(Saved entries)
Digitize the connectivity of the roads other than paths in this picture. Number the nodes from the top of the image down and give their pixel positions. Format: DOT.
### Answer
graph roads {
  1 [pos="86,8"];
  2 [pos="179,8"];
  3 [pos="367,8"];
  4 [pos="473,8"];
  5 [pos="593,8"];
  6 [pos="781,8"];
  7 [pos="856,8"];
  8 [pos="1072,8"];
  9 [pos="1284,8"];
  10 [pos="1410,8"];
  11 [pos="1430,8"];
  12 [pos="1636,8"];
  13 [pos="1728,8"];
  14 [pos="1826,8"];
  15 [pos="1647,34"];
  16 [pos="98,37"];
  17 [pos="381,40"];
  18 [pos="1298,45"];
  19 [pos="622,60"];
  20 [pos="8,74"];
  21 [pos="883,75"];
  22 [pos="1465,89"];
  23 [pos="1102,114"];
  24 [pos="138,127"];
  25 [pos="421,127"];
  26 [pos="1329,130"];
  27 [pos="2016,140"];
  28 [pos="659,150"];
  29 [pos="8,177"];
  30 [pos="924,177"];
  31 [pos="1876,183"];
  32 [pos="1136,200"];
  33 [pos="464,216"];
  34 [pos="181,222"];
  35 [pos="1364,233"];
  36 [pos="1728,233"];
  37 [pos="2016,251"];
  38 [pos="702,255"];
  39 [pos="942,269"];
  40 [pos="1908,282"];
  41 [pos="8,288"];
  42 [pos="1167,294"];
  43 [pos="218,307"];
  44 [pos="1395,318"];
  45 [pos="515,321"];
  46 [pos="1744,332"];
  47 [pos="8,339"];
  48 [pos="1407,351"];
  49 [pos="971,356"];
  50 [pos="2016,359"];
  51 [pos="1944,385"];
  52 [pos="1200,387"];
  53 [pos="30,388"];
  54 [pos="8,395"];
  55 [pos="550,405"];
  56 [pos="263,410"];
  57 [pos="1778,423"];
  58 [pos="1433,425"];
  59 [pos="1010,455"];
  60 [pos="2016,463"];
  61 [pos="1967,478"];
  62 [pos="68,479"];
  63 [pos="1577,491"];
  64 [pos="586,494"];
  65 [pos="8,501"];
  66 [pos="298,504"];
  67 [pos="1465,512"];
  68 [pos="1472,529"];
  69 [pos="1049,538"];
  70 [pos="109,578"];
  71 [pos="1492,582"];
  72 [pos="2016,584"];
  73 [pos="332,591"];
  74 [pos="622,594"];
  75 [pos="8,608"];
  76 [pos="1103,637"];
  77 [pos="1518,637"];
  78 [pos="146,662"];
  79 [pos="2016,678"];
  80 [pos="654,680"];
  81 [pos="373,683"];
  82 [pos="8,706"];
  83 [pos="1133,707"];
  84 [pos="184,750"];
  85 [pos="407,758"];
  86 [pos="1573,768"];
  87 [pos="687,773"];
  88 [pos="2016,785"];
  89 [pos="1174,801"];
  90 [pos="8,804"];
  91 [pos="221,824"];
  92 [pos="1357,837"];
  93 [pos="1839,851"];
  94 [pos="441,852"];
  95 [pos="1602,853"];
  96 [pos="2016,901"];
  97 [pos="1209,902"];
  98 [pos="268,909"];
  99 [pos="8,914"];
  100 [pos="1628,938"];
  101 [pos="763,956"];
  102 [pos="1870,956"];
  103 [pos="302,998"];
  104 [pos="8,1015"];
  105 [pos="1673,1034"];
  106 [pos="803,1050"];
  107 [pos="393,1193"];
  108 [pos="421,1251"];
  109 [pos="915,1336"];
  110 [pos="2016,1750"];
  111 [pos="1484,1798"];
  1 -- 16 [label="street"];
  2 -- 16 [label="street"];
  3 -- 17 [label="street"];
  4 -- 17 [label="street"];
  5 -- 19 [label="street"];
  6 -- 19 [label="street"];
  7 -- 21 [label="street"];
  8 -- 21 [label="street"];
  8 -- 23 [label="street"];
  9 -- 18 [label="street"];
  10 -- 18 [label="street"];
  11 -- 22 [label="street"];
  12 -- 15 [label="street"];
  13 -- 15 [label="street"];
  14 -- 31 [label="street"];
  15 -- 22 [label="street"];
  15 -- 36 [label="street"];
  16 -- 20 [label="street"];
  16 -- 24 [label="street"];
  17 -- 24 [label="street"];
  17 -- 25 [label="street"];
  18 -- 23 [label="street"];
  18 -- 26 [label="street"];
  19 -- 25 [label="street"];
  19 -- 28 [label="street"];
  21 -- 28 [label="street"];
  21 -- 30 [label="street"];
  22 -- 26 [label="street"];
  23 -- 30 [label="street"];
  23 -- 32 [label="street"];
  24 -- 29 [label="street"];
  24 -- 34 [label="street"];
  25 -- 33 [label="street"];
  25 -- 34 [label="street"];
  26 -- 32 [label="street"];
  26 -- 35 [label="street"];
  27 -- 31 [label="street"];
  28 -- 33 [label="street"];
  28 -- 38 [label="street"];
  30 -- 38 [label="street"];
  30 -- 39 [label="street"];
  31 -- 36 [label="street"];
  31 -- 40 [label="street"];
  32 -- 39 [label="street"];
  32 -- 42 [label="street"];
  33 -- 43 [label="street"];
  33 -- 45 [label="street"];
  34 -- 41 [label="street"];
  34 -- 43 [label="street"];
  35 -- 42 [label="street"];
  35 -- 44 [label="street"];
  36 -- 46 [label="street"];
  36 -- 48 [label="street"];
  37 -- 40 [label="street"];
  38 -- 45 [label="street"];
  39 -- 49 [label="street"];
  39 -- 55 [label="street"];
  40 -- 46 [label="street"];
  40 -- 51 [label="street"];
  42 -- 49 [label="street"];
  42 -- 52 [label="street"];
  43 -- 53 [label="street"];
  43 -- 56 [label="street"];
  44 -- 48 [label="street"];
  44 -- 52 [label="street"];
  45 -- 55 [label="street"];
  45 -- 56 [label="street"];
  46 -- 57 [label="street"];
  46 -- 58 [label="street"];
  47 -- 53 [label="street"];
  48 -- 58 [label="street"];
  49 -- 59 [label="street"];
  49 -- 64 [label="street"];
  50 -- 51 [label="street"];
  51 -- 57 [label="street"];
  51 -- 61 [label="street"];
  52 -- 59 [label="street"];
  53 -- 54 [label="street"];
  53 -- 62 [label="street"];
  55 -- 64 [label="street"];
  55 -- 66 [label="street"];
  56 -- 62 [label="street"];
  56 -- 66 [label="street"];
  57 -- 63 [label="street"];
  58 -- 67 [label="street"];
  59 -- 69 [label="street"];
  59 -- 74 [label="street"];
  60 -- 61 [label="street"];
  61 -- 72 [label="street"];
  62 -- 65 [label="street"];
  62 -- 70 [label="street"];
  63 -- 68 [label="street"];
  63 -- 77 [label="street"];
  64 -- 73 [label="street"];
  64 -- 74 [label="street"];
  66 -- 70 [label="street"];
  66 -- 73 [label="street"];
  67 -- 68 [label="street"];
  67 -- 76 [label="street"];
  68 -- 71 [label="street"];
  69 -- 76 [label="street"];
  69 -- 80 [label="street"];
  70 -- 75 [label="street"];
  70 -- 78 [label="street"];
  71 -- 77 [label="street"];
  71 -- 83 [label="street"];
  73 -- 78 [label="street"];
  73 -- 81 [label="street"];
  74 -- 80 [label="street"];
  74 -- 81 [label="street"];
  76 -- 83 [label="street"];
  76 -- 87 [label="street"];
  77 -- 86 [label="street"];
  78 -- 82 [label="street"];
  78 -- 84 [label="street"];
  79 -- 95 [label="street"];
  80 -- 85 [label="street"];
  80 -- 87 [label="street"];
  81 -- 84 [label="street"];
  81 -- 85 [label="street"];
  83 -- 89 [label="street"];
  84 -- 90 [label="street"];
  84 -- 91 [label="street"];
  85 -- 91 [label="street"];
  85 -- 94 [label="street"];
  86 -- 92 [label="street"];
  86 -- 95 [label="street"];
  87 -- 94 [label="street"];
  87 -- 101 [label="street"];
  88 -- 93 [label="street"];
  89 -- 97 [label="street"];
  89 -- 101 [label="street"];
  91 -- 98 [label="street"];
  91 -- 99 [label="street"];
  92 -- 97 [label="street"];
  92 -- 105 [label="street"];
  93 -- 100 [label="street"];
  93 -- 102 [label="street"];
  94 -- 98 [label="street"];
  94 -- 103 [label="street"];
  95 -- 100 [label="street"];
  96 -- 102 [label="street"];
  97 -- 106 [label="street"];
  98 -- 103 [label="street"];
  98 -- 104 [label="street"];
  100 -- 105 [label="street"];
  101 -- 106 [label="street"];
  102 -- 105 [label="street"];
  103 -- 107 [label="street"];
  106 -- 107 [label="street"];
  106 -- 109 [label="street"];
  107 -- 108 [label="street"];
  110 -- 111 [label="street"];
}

- **Exercise objective**: Your answer should be each line from the entries that includes the string "roads".

- **Task output**:
Digitize the connectivity of the roads other than paths in this picture. Number the nodes from the top of the image down and give their pixel positions. Format: DOT.
graph roads {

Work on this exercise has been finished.